Oleh karena itu dia selalu mendiversifikasikan portfolionya. Dalam satu waktu,
Ben Graham dapat memiliki ratusan saham untuk meminimalisasi efek dari value
trap pada beberapa saham yang dimilikinya. Muridnya, Warren Buffett
memperbaiki strategi investasi Benjamin Graham dengan mencoba menghindari
saham-saham yang berpotensi menjadi value trap dan hanya berfokus
pada beberapa saham saja yang dianggapnya berpotensi untuk tumbuh.
Beberapa contoh dari value
trap adalah (sebagian telah dijelaskan oleh investopedia):
- PER atau PBV yang rendah. Seperti yang telah disebutkan sebelumnya, seringkali suatu saham memiliki PER atau PBV yang rendah karena alasan yang kuat. Kemungkinan sahamnya dihargai murah karena bisnisnya sudah tidak bisa tumbuh pesat lagi atau malahan terus-menerus merugi. Selalu curiga pada saham-saham dengan PER atau PBV yang rendah. Selidiki laporan keuangannya secara mendalam untuk mengetahui bahwa saham tersebut bukan merupakan value trap.
- Saham-saham cyclical yang dihargai murah. Saham cyclical seperti saham otomotif ataupun retail umumnya akan melonjak labanya saat kondisi ekonomi membaik. Saat kondisi ekonomi memburuk, saham-saham tersebut akan menurun drastis kinerjanya dan dihargai sangat murah. Sebenarnya tidak masalah kita membeli saham-saham cyclical yang dihargai dengan sangat murah asalkan kita mau bersabar menunggu sampai dengan ekonomi berekspansi dan mendongkrak labanya.
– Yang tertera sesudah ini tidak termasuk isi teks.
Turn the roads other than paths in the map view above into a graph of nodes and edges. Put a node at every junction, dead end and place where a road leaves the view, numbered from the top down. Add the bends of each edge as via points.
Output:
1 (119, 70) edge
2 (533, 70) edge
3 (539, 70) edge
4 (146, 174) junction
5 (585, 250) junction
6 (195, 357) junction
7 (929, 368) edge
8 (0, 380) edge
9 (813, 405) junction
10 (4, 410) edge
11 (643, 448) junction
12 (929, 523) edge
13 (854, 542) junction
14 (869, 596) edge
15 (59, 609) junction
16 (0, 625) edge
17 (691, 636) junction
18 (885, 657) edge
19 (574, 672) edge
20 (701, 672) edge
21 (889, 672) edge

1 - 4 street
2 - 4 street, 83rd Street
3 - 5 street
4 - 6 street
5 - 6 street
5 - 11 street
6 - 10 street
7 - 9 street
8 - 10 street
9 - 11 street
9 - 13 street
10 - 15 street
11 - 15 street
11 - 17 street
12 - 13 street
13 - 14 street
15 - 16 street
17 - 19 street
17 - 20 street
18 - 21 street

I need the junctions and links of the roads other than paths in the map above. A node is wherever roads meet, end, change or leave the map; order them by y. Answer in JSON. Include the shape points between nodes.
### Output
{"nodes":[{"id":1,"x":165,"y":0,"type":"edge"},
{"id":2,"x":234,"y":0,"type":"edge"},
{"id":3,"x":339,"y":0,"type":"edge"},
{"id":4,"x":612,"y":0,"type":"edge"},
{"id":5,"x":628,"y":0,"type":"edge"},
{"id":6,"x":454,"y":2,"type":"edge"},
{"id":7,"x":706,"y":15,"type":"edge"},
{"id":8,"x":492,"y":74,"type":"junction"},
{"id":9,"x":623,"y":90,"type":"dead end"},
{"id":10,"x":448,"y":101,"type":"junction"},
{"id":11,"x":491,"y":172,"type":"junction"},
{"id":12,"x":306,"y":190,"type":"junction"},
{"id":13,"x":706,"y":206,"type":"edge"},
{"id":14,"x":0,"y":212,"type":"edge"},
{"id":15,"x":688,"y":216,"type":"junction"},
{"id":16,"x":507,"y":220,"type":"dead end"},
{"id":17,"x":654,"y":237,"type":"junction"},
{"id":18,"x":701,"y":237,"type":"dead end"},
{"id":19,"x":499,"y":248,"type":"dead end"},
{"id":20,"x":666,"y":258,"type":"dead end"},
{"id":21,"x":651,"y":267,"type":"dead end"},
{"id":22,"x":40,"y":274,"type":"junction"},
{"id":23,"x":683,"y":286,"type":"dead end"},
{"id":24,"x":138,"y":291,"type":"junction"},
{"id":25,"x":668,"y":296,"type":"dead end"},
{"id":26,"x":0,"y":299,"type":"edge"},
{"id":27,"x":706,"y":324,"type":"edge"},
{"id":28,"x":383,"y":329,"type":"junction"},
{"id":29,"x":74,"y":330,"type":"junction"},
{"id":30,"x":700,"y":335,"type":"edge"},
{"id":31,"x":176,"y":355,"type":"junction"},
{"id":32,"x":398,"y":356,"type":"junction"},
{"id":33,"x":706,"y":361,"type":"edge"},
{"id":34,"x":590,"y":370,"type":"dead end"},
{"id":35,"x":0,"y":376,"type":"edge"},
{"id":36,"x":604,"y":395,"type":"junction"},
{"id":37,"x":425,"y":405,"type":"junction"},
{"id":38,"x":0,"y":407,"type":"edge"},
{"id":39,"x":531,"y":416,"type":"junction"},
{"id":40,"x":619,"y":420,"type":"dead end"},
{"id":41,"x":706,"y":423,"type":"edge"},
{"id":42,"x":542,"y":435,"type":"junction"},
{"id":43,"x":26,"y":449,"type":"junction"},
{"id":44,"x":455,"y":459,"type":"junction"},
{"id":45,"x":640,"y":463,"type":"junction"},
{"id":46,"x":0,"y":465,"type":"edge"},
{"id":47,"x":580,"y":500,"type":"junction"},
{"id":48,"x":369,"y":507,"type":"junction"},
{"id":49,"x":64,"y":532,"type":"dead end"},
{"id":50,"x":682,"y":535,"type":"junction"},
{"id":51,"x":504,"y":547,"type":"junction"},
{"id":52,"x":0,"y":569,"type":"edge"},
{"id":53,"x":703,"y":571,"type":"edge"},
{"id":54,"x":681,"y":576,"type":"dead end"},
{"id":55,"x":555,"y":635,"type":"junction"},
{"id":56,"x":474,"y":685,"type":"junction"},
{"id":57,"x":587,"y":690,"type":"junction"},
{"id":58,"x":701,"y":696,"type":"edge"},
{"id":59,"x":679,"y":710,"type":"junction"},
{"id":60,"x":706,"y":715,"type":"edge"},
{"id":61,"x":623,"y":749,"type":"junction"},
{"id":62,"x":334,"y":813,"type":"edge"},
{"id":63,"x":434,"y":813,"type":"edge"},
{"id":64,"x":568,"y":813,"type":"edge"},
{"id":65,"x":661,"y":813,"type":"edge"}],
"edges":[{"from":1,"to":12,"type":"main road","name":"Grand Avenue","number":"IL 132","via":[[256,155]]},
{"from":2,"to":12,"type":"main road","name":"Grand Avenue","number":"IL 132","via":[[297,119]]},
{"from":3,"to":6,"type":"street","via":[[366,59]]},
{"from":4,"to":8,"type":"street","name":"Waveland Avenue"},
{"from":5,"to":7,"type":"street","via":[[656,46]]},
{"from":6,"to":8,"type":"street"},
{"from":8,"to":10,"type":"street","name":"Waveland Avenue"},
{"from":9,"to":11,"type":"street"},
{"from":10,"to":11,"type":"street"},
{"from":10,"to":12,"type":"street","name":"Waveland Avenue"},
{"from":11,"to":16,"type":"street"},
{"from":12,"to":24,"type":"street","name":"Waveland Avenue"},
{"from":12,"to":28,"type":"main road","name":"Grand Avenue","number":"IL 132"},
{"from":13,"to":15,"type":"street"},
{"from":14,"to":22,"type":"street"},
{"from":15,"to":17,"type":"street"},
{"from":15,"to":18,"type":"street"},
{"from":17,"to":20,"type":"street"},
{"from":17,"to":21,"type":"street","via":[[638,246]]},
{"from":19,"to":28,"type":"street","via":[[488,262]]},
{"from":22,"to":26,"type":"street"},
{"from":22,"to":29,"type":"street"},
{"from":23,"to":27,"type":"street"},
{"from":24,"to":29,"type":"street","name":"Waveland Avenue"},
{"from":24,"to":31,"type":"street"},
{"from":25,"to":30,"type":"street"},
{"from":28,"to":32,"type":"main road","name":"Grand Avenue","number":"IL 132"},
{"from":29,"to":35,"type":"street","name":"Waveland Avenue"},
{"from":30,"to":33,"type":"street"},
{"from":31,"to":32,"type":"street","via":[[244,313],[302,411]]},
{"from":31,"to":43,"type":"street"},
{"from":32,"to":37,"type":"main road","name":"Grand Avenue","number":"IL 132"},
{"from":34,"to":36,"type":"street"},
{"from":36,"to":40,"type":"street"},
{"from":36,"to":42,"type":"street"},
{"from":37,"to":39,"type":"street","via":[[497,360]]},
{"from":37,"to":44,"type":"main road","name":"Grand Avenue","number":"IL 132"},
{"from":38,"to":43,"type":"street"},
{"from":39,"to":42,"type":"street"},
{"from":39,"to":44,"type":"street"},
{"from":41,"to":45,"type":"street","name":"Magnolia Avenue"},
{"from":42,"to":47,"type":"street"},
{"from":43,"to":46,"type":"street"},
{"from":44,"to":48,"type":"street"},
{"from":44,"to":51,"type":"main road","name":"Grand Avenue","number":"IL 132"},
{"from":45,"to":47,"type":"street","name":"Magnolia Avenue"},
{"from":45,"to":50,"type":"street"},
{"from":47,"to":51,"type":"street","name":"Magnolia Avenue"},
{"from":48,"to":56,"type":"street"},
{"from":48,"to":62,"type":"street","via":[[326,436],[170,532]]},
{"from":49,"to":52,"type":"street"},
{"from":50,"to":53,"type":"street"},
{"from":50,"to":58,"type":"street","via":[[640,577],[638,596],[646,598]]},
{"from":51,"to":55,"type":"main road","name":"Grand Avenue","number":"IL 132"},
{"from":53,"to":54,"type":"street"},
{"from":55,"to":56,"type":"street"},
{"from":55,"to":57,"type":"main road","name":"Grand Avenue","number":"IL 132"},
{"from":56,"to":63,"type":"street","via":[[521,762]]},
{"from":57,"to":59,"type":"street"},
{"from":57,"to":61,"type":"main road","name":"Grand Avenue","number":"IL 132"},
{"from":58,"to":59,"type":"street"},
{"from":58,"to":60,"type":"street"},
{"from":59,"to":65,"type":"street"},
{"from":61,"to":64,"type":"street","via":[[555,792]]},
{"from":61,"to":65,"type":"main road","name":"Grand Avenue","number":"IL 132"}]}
- Tidak ada katalis. Perusahaan yang stuck bisnisnya dan tidak memiliki produk baru yang dapat diandalkan akan terjebak pada kondisi tersebut dan pasar akan menghukumnya dengan menghargai sahamnya dengan murah. Jika kita membeli saham perusahaan seperti ini, kemungkinan kita akan terjebak di dalamnya dan sulit untuk keluar.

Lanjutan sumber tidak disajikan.